12. A method for automated dimensioning and optimized packaging of one or more purchased products via a computer accessing one or more e-Commerce websites via a network connection, the computer including a storage and having a software module executing thereon and accessing a database of information relating to products offered for sale on the one or more e-Commerce websites, the method comprising the steps of:
extracting structural attributes of a product to generate raw product data with a Data Gathering layer executing within the software module,
normalizing the raw product data, extracting feature data, and generating missing dimensional data via a Generative Artificial Intelligence (Gen-AI) model with a Pre-Processing and Cleaning layer executing within the software module,
analyzing the processed data with one or more filters to identify and remove anomalous data and generate corrected data with an Outlier Detection layer executing within the software module,
saving the corrected data on the computer storage,
accessing the database of information and gather package dimensions for the one or more purchased products with the Gen-AI model, and
generating a packing configuration for packaging of the one or more purchased products with the Gen-AI model.
13. The method of claim 12, wherein the step of normalization of the raw product data further includes the steps of:
removing Hypertext Markup Language (HTML), special characters, and emojis, and
converting capital letters to lower case letters.
14. The method of claim 13, wherein the step of extraction of feature data further includes the steps of:
extracting data using stock keeping unit (SKU) descriptions which include height, width, depth, and weight of the at least one product; and
converting text to standardized units using Regular Expression (Regex) and Natural Language Processing (NLP) patterns and Gen-AI Large Language Models (LLM) models.
15. The method of claim 14, further comprising the steps of:
generating missing weight data via the Gen-AI model to generate the processed data with the Pre-Processing and Cleaning layer, and
gathering package weight for the purchased products.
16. The method of claim 14, wherein the step of generating of missing dimensional data further includes the steps of:
generating missing attributes by imputation using a multiple imputation technique by iteratively inputting values;
wherein the missing attributes are selected from the group consisting of text, numeric values and combinations thereof.

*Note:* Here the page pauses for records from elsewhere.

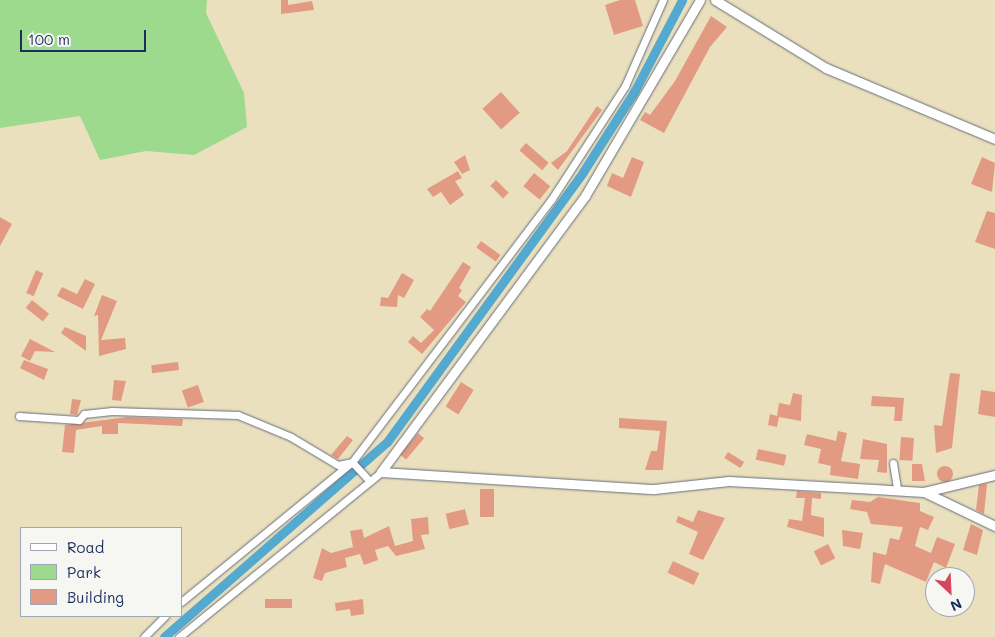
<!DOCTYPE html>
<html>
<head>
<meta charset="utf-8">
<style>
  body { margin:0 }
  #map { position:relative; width:995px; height:637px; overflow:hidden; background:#ebe0bd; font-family:Mali,sans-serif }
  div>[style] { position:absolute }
  .green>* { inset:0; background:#9dda8e }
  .canal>* { height:9px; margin:-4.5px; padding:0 4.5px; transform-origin:4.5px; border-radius:4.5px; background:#53a9cf }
  .building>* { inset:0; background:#e39a83; transform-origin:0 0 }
  .round { border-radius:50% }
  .roads { filter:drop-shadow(0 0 1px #646d7f) drop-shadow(0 0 1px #646d7f) }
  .minor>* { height:7px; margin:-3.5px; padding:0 3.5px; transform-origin:3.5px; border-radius:3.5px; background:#fff }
  .tertiary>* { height:9px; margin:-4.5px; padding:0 4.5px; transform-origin:4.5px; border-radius:4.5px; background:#fff }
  span { translate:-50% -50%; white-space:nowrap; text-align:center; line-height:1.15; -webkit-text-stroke:4px #f6f6f2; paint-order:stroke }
  .legend { position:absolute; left:20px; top:527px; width:162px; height:90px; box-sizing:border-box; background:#f6f6f2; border:1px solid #9ea6b7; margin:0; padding:6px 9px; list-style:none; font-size:15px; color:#1b2f5e }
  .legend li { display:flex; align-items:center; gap:10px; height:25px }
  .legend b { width:25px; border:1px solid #9ea6b7 }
  .north { position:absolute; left:925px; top:567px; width:50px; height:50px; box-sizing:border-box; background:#f6f6f2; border:1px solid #9ea6b7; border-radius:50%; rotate:155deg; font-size:14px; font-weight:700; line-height:20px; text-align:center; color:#1b2f5e }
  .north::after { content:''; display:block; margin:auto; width:18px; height:22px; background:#d1495b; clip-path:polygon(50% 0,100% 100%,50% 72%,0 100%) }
  .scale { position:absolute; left:20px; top:30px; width:126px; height:22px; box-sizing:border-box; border:2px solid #1b2f5e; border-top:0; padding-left:6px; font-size:15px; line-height:18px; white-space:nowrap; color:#1b2f5e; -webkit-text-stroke:4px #f6f6f2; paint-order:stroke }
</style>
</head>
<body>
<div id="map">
  <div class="green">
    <div style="clip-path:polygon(0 0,207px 0,206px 13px,244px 93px,247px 127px,194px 155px,146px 151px,100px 160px,80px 116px,0 128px)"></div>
  </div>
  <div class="canal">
    <div style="left:164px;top:637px;width:296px;rotate:-41.2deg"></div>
    <div style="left:387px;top:442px;width:334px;rotate:-54deg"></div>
    <div style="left:583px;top:172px;width:95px;rotate:-57.5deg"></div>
    <div style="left:634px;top:92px;width:104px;rotate:-62.4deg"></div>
  </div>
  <div class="building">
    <div style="clip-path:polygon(281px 0,288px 0,288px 5px,312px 1px,314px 10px,281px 14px)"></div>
    <div style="clip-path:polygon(620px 0,635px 0,643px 26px,614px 35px,605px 5px)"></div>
    <div style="clip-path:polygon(711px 16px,727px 27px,710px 47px,664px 133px,640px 120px,645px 112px,650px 115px,675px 81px)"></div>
    <div style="left:501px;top:92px;width:28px;height:25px;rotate:48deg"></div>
    <div style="clip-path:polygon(597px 106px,602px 110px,558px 170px,551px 163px,567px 151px)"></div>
    <div style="left:526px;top:143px;width:30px;height:10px;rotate:41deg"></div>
    <div style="clip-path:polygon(465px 155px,470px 170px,462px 174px,454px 162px)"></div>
    <div style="clip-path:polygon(632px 157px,644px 162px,631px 197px,607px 186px,612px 173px,623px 178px)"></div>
    <div style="clip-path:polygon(982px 157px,995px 163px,992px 192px,971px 184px)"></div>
    <div style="clip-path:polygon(458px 171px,462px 178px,455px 181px,464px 195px,450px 205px,441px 192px,433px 197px,427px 189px)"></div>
    <div style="left:534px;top:173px;width:21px;height:17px;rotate:39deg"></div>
    <div style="left:496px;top:180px;width:18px;height:8px;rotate:45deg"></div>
    <div style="clip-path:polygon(987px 211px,995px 213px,995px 249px,975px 242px)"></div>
    <div style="clip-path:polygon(0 217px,12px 224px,0 246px)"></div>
    <div style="left:481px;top:241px;width:24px;height:8px;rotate:36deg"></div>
    <div style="clip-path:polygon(463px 262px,471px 267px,459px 288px,462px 290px,458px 296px,466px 302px,422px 354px,408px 342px,413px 336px,421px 343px,434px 330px,420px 317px,427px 309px,430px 311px)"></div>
    <div style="left:36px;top:270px;width:8px;height:25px;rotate:23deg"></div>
    <div style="clip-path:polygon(402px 273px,414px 280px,404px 298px,398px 295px,397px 307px,380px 306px,381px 297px,388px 298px)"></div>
    <div style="clip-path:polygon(85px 279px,95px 284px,83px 309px,57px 296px,62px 287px,77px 294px)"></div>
    <div style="clip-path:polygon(102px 295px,117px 301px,101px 340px,125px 338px,126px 349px,99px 356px,98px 315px,94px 316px)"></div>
    <div style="left:32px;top:300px;width:22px;height:10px;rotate:39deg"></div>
    <div style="clip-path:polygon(65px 327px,86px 336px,86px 351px,61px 333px)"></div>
    <div style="clip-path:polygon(30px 339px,55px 352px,35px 351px,30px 361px,21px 356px)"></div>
    <div style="clip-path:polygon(24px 360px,48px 369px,44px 380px,20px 368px)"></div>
    <div style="left:178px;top:362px;width:8px;height:27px;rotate:83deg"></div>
    <div style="clip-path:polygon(950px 373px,960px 374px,952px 448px,936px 453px,934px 425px,942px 426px)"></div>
    <div style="clip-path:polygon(114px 380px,126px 381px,121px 401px,112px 400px)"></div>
    <div style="left:461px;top:382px;width:15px;height:29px;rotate:32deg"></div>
    <div style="left:198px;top:385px;width:18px;height:17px;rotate:71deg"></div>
    <div style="clip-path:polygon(981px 390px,995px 392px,995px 417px,978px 414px)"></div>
    <div style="clip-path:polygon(793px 393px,802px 395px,801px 421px,779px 417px,777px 427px,768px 425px,770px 414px,777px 416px,779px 403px,790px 405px)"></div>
    <div style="clip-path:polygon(872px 396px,904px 398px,902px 421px,894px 421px,895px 407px,871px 406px)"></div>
    <div style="clip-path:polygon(72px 399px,81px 400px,77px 415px,70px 414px)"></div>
    <div style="clip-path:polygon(128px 417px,183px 419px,182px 426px,118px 423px,118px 434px,102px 434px,102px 426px,76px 430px,74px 453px,62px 452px,65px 425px)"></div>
    <div style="clip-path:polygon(619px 418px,667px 421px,663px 470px,645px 470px,651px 451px,657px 451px,660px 431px,619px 428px)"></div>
    <div style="clip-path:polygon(838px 431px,847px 433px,841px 461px,860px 464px,858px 479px,830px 475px,831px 466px,818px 463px,821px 449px,804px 445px,807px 434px,836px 441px)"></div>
    <div style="left:418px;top:433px;width:8px;height:28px;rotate:40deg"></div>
    <div style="clip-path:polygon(347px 436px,353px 440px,338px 459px,331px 455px)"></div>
    <div style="left:901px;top:437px;width:13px;height:23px;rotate:4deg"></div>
    <div style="clip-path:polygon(863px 439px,887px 444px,887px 473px,877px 472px,879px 460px,860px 459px)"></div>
    <div style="left:758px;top:449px;width:29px;height:11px;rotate:12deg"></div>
    <div style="left:728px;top:452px;width:19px;height:7px;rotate:32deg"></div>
    <div style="clip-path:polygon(912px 464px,922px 464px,925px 481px,912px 481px)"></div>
    <div class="round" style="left:937px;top:466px;width:16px;height:16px"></div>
    <div style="clip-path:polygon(985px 484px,987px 484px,984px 514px,976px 510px,979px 485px)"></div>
    <div style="left:480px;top:489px;width:14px;height:28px"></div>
    <div style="clip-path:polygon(797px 491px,821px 493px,821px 499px,812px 498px,811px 515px,824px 518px,824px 537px,787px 527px,789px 519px,802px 521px,805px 498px,796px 498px)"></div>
    <div style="clip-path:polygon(878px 497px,920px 503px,920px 511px,934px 517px,928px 530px,920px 527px,915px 546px,931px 553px,937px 537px,955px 544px,946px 568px,934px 562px,926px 582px,885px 564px,880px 584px,871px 582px,873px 552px,886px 555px,890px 538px,899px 540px,903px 527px,871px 524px,867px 512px,850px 509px,852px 500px,870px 502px)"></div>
    <div style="left:465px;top:509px;width:16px;height:20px;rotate:76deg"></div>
    <div style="clip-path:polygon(698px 510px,725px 518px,703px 560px,689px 554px,698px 532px,676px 522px,678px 516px,693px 522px)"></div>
    <div style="clip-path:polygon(428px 517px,429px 534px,421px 535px,425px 549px,396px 556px,388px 546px,375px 550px,378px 560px,364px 565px,360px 554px,345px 558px,347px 567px,325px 573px,322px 581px,313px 578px,322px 548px,331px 553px,353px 547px,350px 531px,362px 529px,364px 538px,389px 526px,395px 546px,413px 541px,411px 519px)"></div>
    <div style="clip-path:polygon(971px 524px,983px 530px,977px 555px,963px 550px)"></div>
    <div style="clip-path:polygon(842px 530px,863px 533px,860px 549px,843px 546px)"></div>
    <div style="left:828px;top:544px;width:16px;height:16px;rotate:63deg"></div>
    <div style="left:673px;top:561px;width:29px;height:13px;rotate:25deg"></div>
    <div style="left:292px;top:599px;width:9px;height:27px;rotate:90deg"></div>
    <div style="clip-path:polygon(363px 599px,364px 614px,351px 616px,350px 609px,336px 611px,335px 603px)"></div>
  </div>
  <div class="roads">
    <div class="minor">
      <div style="left:19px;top:416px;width:60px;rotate:3.8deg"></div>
      <div style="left:79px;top:420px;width:8px;rotate:-50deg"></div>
      <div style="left:84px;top:414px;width:28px;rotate:-6deg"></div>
      <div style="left:112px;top:411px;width:126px;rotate:1.8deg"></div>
      <div style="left:238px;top:415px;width:57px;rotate:22.5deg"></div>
      <div style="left:291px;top:437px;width:55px;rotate:30.8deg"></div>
      <div style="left:338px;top:465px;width:14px;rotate:-12deg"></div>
      <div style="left:352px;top:462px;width:26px;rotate:47deg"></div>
      <div style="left:893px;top:463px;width:24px;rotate:81deg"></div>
      <div style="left:181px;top:602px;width:221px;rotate:-39.3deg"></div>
      <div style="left:352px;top:462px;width:329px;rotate:-52.8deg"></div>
      <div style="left:551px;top:200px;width:136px;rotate:-57deg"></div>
      <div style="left:625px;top:86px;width:94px;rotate:-66.2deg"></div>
      <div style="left:144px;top:637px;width:30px;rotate:-45deg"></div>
      <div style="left:179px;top:637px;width:261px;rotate:-39.2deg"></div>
    </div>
    <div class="tertiary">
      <div style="left:700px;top:0;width:227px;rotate:120.4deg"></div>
      <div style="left:585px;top:196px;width:343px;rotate:126.5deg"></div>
      <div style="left:381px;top:472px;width:274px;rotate:3.6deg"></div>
      <div style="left:654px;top:489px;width:75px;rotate:-6.1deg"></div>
      <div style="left:729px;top:481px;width:195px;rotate:3.2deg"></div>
      <div style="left:924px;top:492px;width:73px;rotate:-13.5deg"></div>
      <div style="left:715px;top:0;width:130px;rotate:31.5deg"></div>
      <div style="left:826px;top:68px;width:183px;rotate:22.8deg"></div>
      <div style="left:924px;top:492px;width:79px;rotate:25.6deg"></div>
    </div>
  </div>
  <ul class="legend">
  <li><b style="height:6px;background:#fff"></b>Road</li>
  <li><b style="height:14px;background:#9dda8e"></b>Park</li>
  <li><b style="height:14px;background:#e39a83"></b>Building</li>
  </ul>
  <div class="north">N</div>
  <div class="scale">100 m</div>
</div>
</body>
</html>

17. The method of claim 16, wherein
when the missing attributes comprise text, the input values comprise text fields where missing descriptions are replaced with category-level summaries, and
when the missing attributes comprise numeric values, the input values comprise numeric fields where median imputation or Multivariate Imputation by Chained Equations (MICE) is used to generate the missing numeric value.
18. The method of claim 12, wherein the one or more filters are selected from the group consisting of: univariate filters, multivariate filters, and combinations thereof.
19. The method of claim 17, wherein
when a univariate filter is selected, the univariate filter uses a process selected from the group consisting of: a Z-score, an Interquartile Range (IQR) rule, and combinations thereof to rank each feature or variable; and
when a multivariate filter is selected, the multivariate filter uses a process selected from the group consisting of: an Isolation Forest, a Mahalanobis distance threshold, and combinations thereof to remove covariance structures or patterns among multiple features or variables.
20. The method of claim 12, further comprising the step of:
querying multiple carriers with an algorithm to recommend a cost-optimized or time-optimized shipping label based on real-time carrier rates and user preferences.